The records |

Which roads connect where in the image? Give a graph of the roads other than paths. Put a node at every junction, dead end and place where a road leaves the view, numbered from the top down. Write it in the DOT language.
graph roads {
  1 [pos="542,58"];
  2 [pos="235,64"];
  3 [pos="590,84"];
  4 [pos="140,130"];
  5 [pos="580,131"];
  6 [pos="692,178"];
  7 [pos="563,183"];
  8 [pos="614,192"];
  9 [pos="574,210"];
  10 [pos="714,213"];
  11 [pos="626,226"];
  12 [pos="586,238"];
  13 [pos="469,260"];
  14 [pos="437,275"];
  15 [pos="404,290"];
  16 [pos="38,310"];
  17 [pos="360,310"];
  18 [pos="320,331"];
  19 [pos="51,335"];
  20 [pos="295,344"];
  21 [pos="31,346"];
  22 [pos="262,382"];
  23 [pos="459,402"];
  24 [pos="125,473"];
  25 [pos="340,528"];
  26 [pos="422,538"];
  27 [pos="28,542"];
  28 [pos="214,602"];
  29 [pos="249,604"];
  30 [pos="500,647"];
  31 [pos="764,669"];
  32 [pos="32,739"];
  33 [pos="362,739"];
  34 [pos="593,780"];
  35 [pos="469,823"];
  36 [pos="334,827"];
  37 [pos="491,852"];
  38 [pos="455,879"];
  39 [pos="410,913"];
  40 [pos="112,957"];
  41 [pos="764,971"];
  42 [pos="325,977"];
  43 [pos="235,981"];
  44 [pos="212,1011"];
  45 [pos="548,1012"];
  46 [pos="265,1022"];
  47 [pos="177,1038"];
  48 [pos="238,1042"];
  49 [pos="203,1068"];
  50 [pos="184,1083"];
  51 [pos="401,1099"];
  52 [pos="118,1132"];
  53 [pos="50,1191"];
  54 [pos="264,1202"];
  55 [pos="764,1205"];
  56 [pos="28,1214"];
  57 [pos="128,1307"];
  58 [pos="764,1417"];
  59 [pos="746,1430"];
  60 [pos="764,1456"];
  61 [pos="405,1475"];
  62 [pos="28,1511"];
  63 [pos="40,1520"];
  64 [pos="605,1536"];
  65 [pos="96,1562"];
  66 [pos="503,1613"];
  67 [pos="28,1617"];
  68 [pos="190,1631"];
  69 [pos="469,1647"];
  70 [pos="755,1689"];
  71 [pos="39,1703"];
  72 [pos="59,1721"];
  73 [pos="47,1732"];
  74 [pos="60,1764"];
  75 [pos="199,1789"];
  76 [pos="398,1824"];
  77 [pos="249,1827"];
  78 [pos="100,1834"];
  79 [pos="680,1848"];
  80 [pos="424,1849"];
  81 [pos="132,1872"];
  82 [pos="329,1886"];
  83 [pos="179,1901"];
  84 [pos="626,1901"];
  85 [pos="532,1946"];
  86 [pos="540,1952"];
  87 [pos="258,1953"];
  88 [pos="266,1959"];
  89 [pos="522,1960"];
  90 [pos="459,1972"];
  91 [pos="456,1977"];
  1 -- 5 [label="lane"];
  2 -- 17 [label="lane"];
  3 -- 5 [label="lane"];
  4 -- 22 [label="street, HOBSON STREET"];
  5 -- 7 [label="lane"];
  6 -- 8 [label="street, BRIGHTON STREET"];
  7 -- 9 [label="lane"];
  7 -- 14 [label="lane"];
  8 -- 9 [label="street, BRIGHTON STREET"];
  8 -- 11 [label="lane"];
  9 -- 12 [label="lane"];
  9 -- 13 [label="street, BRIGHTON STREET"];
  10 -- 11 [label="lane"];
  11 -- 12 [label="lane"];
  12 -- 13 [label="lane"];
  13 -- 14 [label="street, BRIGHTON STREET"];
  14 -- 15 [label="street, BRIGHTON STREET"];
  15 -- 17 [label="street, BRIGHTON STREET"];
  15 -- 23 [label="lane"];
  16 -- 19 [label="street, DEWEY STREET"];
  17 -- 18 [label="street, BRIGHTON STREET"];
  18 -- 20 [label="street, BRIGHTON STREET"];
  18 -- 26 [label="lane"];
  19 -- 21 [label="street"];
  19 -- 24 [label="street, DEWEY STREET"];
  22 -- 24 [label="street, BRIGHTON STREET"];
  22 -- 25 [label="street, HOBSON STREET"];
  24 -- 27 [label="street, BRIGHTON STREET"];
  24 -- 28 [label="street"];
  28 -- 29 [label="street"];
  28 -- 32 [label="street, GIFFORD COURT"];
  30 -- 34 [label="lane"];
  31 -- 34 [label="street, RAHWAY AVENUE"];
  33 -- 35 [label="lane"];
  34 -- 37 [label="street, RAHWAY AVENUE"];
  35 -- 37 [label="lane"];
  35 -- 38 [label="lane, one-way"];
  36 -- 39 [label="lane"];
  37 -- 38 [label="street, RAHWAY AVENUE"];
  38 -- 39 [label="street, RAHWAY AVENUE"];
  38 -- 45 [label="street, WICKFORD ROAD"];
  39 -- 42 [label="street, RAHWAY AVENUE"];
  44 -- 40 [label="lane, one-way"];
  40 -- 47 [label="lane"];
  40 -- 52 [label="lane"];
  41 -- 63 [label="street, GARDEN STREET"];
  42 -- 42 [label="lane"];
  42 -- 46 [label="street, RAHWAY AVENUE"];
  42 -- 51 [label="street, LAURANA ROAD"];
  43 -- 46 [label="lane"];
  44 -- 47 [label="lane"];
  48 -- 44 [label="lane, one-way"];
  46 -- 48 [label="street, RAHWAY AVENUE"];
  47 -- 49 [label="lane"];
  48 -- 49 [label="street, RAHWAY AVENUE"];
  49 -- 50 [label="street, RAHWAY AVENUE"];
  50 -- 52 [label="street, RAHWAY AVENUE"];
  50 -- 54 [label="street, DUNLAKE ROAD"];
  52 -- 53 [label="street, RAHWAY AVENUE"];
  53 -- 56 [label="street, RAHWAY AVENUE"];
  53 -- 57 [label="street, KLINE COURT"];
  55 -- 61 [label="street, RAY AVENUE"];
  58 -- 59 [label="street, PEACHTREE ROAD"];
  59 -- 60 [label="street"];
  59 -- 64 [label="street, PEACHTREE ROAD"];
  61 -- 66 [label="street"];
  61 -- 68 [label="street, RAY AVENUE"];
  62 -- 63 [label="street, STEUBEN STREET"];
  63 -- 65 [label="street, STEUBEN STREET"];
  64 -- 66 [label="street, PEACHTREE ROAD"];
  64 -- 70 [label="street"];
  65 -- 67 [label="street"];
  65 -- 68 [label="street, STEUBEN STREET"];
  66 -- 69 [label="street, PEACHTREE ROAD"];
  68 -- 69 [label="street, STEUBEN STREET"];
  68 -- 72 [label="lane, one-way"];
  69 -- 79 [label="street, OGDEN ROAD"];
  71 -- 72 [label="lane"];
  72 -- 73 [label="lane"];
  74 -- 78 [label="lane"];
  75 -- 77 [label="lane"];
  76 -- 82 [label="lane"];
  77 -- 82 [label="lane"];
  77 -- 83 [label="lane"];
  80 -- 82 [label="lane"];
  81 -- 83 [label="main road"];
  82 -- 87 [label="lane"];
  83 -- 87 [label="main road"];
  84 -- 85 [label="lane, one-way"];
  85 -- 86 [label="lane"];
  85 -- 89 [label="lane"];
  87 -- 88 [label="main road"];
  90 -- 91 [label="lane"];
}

Exercise objective |
Transcribe the material above in its entirety, precisely as written.

Reply to the task |
Which roads connect where in the image? Give a graph of the roads other than paths. Put a node at every junction, dead end and place where a road leaves the view, numbered from the top down. Write it in the DOT language.
graph roads {
  1 [pos="542,58"];
  2 [pos="235,64"];
  3 [pos="590,84"];
  4 [pos="140,130"];
  5 [pos="580,131"];
  6 [pos="692,178"];
  7 [pos="563,183"];
  8 [pos="614,192"];
  9 [pos="574,210"];
  10 [pos="714,213"];
  11 [pos="626,226"];
  12 [pos="586,238"];
  13 [pos="469,260"];
  14 [pos="437,275"];
  15 [pos="404,290"];
  16 [pos="38,310"];
  17 [pos="360,310"];
  18 [pos="320,331"];
  19 [pos="51,335"];
  20 [pos="295,344"];
  21 [pos="31,346"];
  22 [pos="262,382"];
  23 [pos="459,402"];
  24 [pos="125,473"];
  25 [pos="340,528"];
  26 [pos="422,538"];
  27 [pos="28,542"];
  28 [pos="214,602"];
  29 [pos="249,604"];
  30 [pos="500,647"];
  31 [pos="764,669"];
  32 [pos="32,739"];
  33 [pos="362,739"];
  34 [pos="593,780"];
  35 [pos="469,823"];
  36 [pos="334,827"];
  37 [pos="491,852"];
  38 [pos="455,879"];
  39 [pos="410,913"];
  40 [pos="112,957"];
  41 [pos="764,971"];
  42 [pos="325,977"];
  43 [pos="235,981"];
  44 [pos="212,1011"];
  45 [pos="548,1012"];
  46 [pos="265,1022"];
  47 [pos="177,1038"];
  48 [pos="238,1042"];
  49 [pos="203,1068"];
  50 [pos="184,1083"];
  51 [pos="401,1099"];
  52 [pos="118,1132"];
  53 [pos="50,1191"];
  54 [pos="264,1202"];
  55 [pos="764,1205"];
  56 [pos="28,1214"];
  57 [pos="128,1307"];
  58 [pos="764,1417"];
  59 [pos="746,1430"];
  60 [pos="764,1456"];
  61 [pos="405,1475"];
  62 [pos="28,1511"];
  63 [pos="40,1520"];
  64 [pos="605,1536"];
  65 [pos="96,1562"];
  66 [pos="503,1613"];
  67 [pos="28,1617"];
  68 [pos="190,1631"];
  69 [pos="469,1647"];
  70 [pos="755,1689"];
  71 [pos="39,1703"];
  72 [pos="59,1721"];
  73 [pos="47,1732"];
  74 [pos="60,1764"];
  75 [pos="199,1789"];
  76 [pos="398,1824"];
  77 [pos="249,1827"];
  78 [pos="100,1834"];
  79 [pos="680,1848"];
  80 [pos="424,1849"];
  81 [pos="132,1872"];
  82 [pos="329,1886"];
  83 [pos="179,1901"];
  84 [pos="626,1901"];
  85 [pos="532,1946"];
  86 [pos="540,1952"];
  87 [pos="258,1953"];
  88 [pos="266,1959"];
  89 [pos="522,1960"];
  90 [pos="459,1972"];
  91 [pos="456,1977"];
  1 -- 5 [label="lane"];
  2 -- 17 [label="lane"];
  3 -- 5 [label="lane"];
  4 -- 22 [label="street, HOBSON STREET"];
  5 -- 7 [label="lane"];
  6 -- 8 [label="street, BRIGHTON STREET"];
  7 -- 9 [label="lane"];
  7 -- 14 [label="lane"];
  8 -- 9 [label="street, BRIGHTON STREET"];
  8 -- 11 [label="lane"];
  9 -- 12 [label="lane"];
  9 -- 13 [label="street, BRIGHTON STREET"];
  10 -- 11 [label="lane"];
  11 -- 12 [label="lane"];
  12 -- 13 [label="lane"];
  13 -- 14 [label="street, BRIGHTON STREET"];
  14 -- 15 [label="street, BRIGHTON STREET"];
  15 -- 17 [label="street, BRIGHTON STREET"];
  15 -- 23 [label="lane"];
  16 -- 19 [label="street, DEWEY STREET"];
  17 -- 18 [label="street, BRIGHTON STREET"];
  18 -- 20 [label="street, BRIGHTON STREET"];
  18 -- 26 [label="lane"];
  19 -- 21 [label="street"];
  19 -- 24 [label="street, DEWEY STREET"];
  22 -- 24 [label="street, BRIGHTON STREET"];
  22 -- 25 [label="street, HOBSON STREET"];
  24 -- 27 [label="street, BRIGHTON STREET"];
  24 -- 28 [label="street"];
  28 -- 29 [label="street"];
  28 -- 32 [label="street, GIFFORD COURT"];
  30 -- 34 [label="lane"];
  31 -- 34 [label="street, RAHWAY AVENUE"];
  33 -- 35 [label="lane"];
  34 -- 37 [label="street, RAHWAY AVENUE"];
  35 -- 37 [label="lane"];
  35 -- 38 [label="lane, one-way"];
  36 -- 39 [label="lane"];
  37 -- 38 [label="street, RAHWAY AVENUE"];
  38 -- 39 [label="street, RAHWAY AVENUE"];
  38 -- 45 [label="street, WICKFORD ROAD"];
  39 -- 42 [label="street, RAHWAY AVENUE"];
  44 -- 40 [label="lane, one-way"];
  40 -- 47 [label="lane"];
  40 -- 52 [label="lane"];
  41 -- 63 [label="street, GARDEN STREET"];
  42 -- 42 [label="lane"];
  42 -- 46 [label="street, RAHWAY AVENUE"];
  42 -- 51 [label="street, LAURANA ROAD"];
  43 -- 46 [label="lane"];
  44 -- 47 [label="lane"];
  48 -- 44 [label="lane, one-way"];
  46 -- 48 [label="street, RAHWAY AVENUE"];
  47 -- 49 [label="lane"];
  48 -- 49 [label="street, RAHWAY AVENUE"];
  49 -- 50 [label="street, RAHWAY AVENUE"];
  50 -- 52 [label="street, RAHWAY AVENUE"];
  50 -- 54 [label="street, DUNLAKE ROAD"];
  52 -- 53 [label="street, RAHWAY AVENUE"];
  53 -- 56 [label="street, RAHWAY AVENUE"];
  53 -- 57 [label="street, KLINE COURT"];
  55 -- 61 [label="street, RAY AVENUE"];
  58 -- 59 [label="street, PEACHTREE ROAD"];
  59 -- 60 [label="street"];
  59 -- 64 [label="street, PEACHTREE ROAD"];
  61 -- 66 [label="street"];
  61 -- 68 [label="street, RAY AVENUE"];
  62 -- 63 [label="street, STEUBEN STREET"];
  63 -- 65 [label="street, STEUBEN STREET"];
  64 -- 66 [label="street, PEACHTREE ROAD"];
  64 -- 70 [label="street"];
  65 -- 67 [label="street"];
  65 -- 68 [label="street, STEUBEN STREET"];
  66 -- 69 [label="street, PEACHTREE ROAD"];
  68 -- 69 [label="street, STEUBEN STREET"];
  68 -- 72 [label="lane, one-way"];
  69 -- 79 [label="street, OGDEN ROAD"];
  71 -- 72 [label="lane"];
  72 -- 73 [label="lane"];
  74 -- 78 [label="lane"];
  75 -- 77 [label="lane"];
  76 -- 82 [label="lane"];
  77 -- 82 [label="lane"];
  77 -- 83 [label="lane"];
  80 -- 82 [label="lane"];
  81 -- 83 [label="main road"];
  82 -- 87 [label="lane"];
  83 -- 87 [label="main road"];
  84 -- 85 [label="lane, one-way"];
  85 -- 86 [label="lane"];
  85 -- 89 [label="lane"];
  87 -- 88 [label="main road"];
  90 -- 91 [label="lane"];
}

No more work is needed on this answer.